**ASSIGNMENT:**
Please retype each record exactly as it stands below.

+ + +

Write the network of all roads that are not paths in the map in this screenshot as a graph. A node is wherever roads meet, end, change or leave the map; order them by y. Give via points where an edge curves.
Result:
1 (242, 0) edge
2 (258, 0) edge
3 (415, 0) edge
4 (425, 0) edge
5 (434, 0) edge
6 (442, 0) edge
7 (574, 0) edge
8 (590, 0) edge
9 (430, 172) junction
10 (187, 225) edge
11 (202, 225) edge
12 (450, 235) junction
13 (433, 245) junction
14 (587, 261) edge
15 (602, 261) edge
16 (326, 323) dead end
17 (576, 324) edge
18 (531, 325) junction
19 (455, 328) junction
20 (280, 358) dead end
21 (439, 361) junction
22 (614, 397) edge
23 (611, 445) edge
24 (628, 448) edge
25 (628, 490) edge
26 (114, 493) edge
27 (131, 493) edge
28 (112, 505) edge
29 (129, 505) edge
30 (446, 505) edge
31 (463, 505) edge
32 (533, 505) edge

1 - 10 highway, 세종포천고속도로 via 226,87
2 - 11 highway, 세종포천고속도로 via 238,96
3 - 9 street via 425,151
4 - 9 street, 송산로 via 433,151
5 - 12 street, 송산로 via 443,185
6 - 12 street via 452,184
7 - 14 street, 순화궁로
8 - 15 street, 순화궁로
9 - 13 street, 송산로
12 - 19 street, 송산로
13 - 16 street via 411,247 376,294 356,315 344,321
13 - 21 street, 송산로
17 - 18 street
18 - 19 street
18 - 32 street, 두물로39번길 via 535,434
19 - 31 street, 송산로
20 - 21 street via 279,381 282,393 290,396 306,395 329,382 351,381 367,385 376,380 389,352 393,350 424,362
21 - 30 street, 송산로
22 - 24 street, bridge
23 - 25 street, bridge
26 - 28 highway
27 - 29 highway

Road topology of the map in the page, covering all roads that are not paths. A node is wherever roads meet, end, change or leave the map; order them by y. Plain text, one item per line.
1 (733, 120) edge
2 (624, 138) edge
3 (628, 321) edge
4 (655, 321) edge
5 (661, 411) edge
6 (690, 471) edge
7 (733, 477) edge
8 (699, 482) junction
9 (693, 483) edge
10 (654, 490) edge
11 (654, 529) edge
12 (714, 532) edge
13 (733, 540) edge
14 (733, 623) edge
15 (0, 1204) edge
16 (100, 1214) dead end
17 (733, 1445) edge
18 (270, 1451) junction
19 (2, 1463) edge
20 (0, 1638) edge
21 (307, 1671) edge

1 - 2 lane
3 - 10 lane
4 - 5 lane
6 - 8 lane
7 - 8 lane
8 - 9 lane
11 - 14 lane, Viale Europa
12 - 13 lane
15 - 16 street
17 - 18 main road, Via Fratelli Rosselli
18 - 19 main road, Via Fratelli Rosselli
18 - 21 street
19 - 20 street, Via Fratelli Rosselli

+ + +

**OUTPUT BELOW:**
Write the network of all roads that are not paths in the map in this screenshot as a graph. A node is wherever roads meet, end, change or leave the map; order them by y. Give via points where an edge curves.
Result:
1 (242, 0) edge
2 (258, 0) edge
3 (415, 0) edge
4 (425, 0) edge
5 (434, 0) edge
6 (442, 0) edge
7 (574, 0) edge
8 (590, 0) edge
9 (430, 172) junction
10 (187, 225) edge
11 (202, 225) edge
12 (450, 235) junction
13 (433, 245) junction
14 (587, 261) edge
15 (602, 261) edge
16 (326, 323) dead end
17 (576, 324) edge
18 (531, 325) junction
19 (455, 328) junction
20 (280, 358) dead end
21 (439, 361) junction
22 (614, 397) edge
23 (611, 445) edge
24 (628, 448) edge
25 (628, 490) edge
26 (114, 493) edge
27 (131, 493) edge
28 (112, 505) edge
29 (129, 505) edge
30 (446, 505) edge
31 (463, 505) edge
32 (533, 505) edge

1 - 10 highway, 세종포천고속도로 via 226,87
2 - 11 highway, 세종포천고속도로 via 238,96
3 - 9 street via 425,151
4 - 9 street, 송산로 via 433,151
5 - 12 street, 송산로 via 443,185
6 - 12 street via 452,184
7 - 14 street, 순화궁로
8 - 15 street, 순화궁로
9 - 13 street, 송산로
12 - 19 street, 송산로
13 - 16 street via 411,247 376,294 356,315 344,321
13 - 21 street, 송산로
17 - 18 street
18 - 19 street
18 - 32 street, 두물로39번길 via 535,434
19 - 31 street, 송산로
20 - 21 street via 279,381 282,393 290,396 306,395 329,382 351,381 367,385 376,380 389,352 393,350 424,362
21 - 30 street, 송산로
22 - 24 street, bridge
23 - 25 street, bridge
26 - 28 highway
27 - 29 highway

Road topology of the map in the page, covering all roads that are not paths. A node is wherever roads meet, end, change or leave the map; order them by y. Plain text, one item per line.
1 (733, 120) edge
2 (624, 138) edge
3 (628, 321) edge
4 (655, 321) edge
5 (661, 411) edge
6 (690, 471) edge
7 (733, 477) edge
8 (699, 482) junction
9 (693, 483) edge
10 (654, 490) edge
11 (654, 529) edge
12 (714, 532) edge
13 (733, 540) edge
14 (733, 623) edge
15 (0, 1204) edge
16 (100, 1214) dead end
17 (733, 1445) edge
18 (270, 1451) junction
19 (2, 1463) edge
20 (0, 1638) edge
21 (307, 1671) edge

1 - 2 lane
3 - 10 lane
4 - 5 lane
6 - 8 lane
7 - 8 lane
8 - 9 lane
11 - 14 lane, Viale Europa
12 - 13 lane
15 - 16 street
17 - 18 main road, Via Fratelli Rosselli
18 - 19 main road, Via Fratelli Rosselli
18 - 21 street
19 - 20 street, Via Fratelli Rosselli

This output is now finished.